═══ Data section

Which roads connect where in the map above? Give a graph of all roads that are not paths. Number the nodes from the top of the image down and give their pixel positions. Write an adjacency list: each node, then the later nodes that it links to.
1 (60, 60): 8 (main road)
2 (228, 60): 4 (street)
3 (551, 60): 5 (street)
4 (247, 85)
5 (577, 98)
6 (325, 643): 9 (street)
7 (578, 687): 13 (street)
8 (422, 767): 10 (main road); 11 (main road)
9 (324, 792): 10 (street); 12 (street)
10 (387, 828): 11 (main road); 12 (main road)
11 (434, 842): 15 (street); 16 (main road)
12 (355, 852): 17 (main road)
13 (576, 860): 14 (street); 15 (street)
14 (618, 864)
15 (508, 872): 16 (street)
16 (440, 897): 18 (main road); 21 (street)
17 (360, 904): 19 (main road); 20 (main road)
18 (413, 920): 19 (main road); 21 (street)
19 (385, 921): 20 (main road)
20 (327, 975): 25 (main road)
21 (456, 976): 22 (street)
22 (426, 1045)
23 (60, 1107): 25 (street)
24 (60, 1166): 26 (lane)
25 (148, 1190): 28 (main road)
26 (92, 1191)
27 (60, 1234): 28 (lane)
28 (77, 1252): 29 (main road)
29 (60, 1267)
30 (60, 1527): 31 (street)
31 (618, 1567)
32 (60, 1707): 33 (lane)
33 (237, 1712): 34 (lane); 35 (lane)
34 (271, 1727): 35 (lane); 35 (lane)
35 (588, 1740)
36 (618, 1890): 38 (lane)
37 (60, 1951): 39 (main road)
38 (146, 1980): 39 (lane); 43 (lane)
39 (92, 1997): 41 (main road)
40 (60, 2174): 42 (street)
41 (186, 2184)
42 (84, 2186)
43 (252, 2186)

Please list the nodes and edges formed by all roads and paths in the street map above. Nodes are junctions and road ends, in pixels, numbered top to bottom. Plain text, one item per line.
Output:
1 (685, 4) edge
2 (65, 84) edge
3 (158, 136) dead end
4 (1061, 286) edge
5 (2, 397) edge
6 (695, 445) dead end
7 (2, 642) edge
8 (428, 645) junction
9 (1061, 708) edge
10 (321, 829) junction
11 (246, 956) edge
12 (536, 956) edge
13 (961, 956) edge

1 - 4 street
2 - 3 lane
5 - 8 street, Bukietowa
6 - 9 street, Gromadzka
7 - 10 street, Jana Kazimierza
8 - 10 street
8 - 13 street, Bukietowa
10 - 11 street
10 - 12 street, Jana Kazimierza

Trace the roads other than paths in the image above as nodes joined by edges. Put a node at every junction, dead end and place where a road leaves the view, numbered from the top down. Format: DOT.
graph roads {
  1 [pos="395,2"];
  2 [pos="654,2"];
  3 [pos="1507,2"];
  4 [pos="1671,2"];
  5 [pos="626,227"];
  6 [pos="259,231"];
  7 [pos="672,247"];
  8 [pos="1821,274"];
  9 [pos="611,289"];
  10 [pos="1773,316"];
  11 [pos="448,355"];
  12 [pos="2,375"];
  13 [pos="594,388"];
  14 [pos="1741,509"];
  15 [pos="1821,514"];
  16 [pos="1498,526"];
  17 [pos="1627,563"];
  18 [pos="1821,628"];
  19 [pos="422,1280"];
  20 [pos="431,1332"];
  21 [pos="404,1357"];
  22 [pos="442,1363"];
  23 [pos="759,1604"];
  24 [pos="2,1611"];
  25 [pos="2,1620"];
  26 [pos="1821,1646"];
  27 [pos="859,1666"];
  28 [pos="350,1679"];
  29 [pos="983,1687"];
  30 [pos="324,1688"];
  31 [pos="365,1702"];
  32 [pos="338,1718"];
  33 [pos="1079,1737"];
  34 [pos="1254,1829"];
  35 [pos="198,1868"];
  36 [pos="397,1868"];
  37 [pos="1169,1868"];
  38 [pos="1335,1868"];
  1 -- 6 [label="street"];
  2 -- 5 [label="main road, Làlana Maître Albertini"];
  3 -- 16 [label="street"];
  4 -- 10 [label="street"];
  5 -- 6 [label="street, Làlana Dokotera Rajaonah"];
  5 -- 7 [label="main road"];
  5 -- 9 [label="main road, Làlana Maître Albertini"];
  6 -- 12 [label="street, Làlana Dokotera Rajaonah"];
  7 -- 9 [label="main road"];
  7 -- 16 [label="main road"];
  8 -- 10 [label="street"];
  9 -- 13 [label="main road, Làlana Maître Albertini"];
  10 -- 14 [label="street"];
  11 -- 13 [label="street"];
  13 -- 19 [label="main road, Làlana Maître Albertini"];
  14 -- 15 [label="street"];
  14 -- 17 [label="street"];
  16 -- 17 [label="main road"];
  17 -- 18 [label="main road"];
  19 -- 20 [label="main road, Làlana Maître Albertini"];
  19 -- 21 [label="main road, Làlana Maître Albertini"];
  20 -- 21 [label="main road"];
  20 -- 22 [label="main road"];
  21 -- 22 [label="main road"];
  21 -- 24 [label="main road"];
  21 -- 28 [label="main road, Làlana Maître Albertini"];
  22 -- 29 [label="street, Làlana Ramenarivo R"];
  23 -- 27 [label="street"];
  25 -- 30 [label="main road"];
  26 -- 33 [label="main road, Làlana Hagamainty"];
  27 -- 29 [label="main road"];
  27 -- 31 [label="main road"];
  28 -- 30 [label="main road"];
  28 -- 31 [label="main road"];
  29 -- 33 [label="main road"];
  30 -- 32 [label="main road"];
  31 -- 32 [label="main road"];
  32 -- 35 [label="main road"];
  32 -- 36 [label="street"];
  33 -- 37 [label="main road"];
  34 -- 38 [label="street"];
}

══════

● **Work to complete**
Copy every record above verbatim and in full.

● **Solution for this exercise**
Which roads connect where in the map above? Give a graph of all roads that are not paths. Number the nodes from the top of the image down and give their pixel positions. Write an adjacency list: each node, then the later nodes that it links to.
1 (60, 60): 8 (main road)
2 (228, 60): 4 (street)
3 (551, 60): 5 (street)
4 (247, 85)
5 (577, 98)
6 (325, 643): 9 (street)
7 (578, 687): 13 (street)
8 (422, 767): 10 (main road); 11 (main road)
9 (324, 792): 10 (street); 12 (street)
10 (387, 828): 11 (main road); 12 (main road)
11 (434, 842): 15 (street); 16 (main road)
12 (355, 852): 17 (main road)
13 (576, 860): 14 (street); 15 (street)
14 (618, 864)
15 (508, 872): 16 (street)
16 (440, 897): 18 (main road); 21 (street)
17 (360, 904): 19 (main road); 20 (main road)
18 (413, 920): 19 (main road); 21 (street)
19 (385, 921): 20 (main road)
20 (327, 975): 25 (main road)
21 (456, 976): 22 (street)
22 (426, 1045)
23 (60, 1107): 25 (street)
24 (60, 1166): 26 (lane)
25 (148, 1190): 28 (main road)
26 (92, 1191)
27 (60, 1234): 28 (lane)
28 (77, 1252): 29 (main road)
29 (60, 1267)
30 (60, 1527): 31 (street)
31 (618, 1567)
32 (60, 1707): 33 (lane)
33 (237, 1712): 34 (lane); 35 (lane)
34 (271, 1727): 35 (lane); 35 (lane)
35 (588, 1740)
36 (618, 1890): 38 (lane)
37 (60, 1951): 39 (main road)
38 (146, 1980): 39 (lane); 43 (lane)
39 (92, 1997): 41 (main road)
40 (60, 2174): 42 (street)
41 (186, 2184)
42 (84, 2186)
43 (252, 2186)

Please list the nodes and edges formed by all roads and paths in the street map above. Nodes are junctions and road ends, in pixels, numbered top to bottom. Plain text, one item per line.
Output:
1 (685, 4) edge
2 (65, 84) edge
3 (158, 136) dead end
4 (1061, 286) edge
5 (2, 397) edge
6 (695, 445) dead end
7 (2, 642) edge
8 (428, 645) junction
9 (1061, 708) edge
10 (321, 829) junction
11 (246, 956) edge
12 (536, 956) edge
13 (961, 956) edge

1 - 4 street
2 - 3 lane
5 - 8 street, Bukietowa
6 - 9 street, Gromadzka
7 - 10 street, Jana Kazimierza
8 - 10 street
8 - 13 street, Bukietowa
10 - 11 street
10 - 12 street, Jana Kazimierza

Trace the roads other than paths in the image above as nodes joined by edges. Put a node at every junction, dead end and place where a road leaves the view, numbered from the top down. Format: DOT.
graph roads {
  1 [pos="395,2"];
  2 [pos="654,2"];
  3 [pos="1507,2"];
  4 [pos="1671,2"];
  5 [pos="626,227"];
  6 [pos="259,231"];
  7 [pos="672,247"];
  8 [pos="1821,274"];
  9 [pos="611,289"];
  10 [pos="1773,316"];
  11 [pos="448,355"];
  12 [pos="2,375"];
  13 [pos="594,388"];
  14 [pos="1741,509"];
  15 [pos="1821,514"];
  16 [pos="1498,526"];
  17 [pos="1627,563"];
  18 [pos="1821,628"];
  19 [pos="422,1280"];
  20 [pos="431,1332"];
  21 [pos="404,1357"];
  22 [pos="442,1363"];
  23 [pos="759,1604"];
  24 [pos="2,1611"];
  25 [pos="2,1620"];
  26 [pos="1821,1646"];
  27 [pos="859,1666"];
  28 [pos="350,1679"];
  29 [pos="983,1687"];
  30 [pos="324,1688"];
  31 [pos="365,1702"];
  32 [pos="338,1718"];
  33 [pos="1079,1737"];
  34 [pos="1254,1829"];
  35 [pos="198,1868"];
  36 [pos="397,1868"];
  37 [pos="1169,1868"];
  38 [pos="1335,1868"];
  1 -- 6 [label="street"];
  2 -- 5 [label="main road, Làlana Maître Albertini"];
  3 -- 16 [label="street"];
  4 -- 10 [label="street"];
  5 -- 6 [label="street, Làlana Dokotera Rajaonah"];
  5 -- 7 [label="main road"];
  5 -- 9 [label="main road, Làlana Maître Albertini"];
  6 -- 12 [label="street, Làlana Dokotera Rajaonah"];
  7 -- 9 [label="main road"];
  7 -- 16 [label="main road"];
  8 -- 10 [label="street"];
  9 -- 13 [label="main road, Làlana Maître Albertini"];
  10 -- 14 [label="street"];
  11 -- 13 [label="street"];
  13 -- 19 [label="main road, Làlana Maître Albertini"];
  14 -- 15 [label="street"];
  14 -- 17 [label="street"];
  16 -- 17 [label="main road"];
  17 -- 18 [label="main road"];
  19 -- 20 [label="main road, Làlana Maître Albertini"];
  19 -- 21 [label="main road, Làlana Maître Albertini"];
  20 -- 21 [label="main road"];
  20 -- 22 [label="main road"];
  21 -- 22 [label="main road"];
  21 -- 24 [label="main road"];
  21 -- 28 [label="main road, Làlana Maître Albertini"];
  22 -- 29 [label="street, Làlana Ramenarivo R"];
  23 -- 27 [label="street"];
  25 -- 30 [label="main road"];
  26 -- 33 [label="main road, Làlana Hagamainty"];
  27 -- 29 [label="main road"];
  27 -- 31 [label="main road"];
  28 -- 30 [label="main road"];
  28 -- 31 [label="main road"];
  29 -- 33 [label="main road"];
  30 -- 32 [label="main road"];
  31 -- 32 [label="main road"];
  32 -- 35 [label="main road"];
  32 -- 36 [label="street"];
  33 -- 37 [label="main road"];
  34 -- 38 [label="street"];
}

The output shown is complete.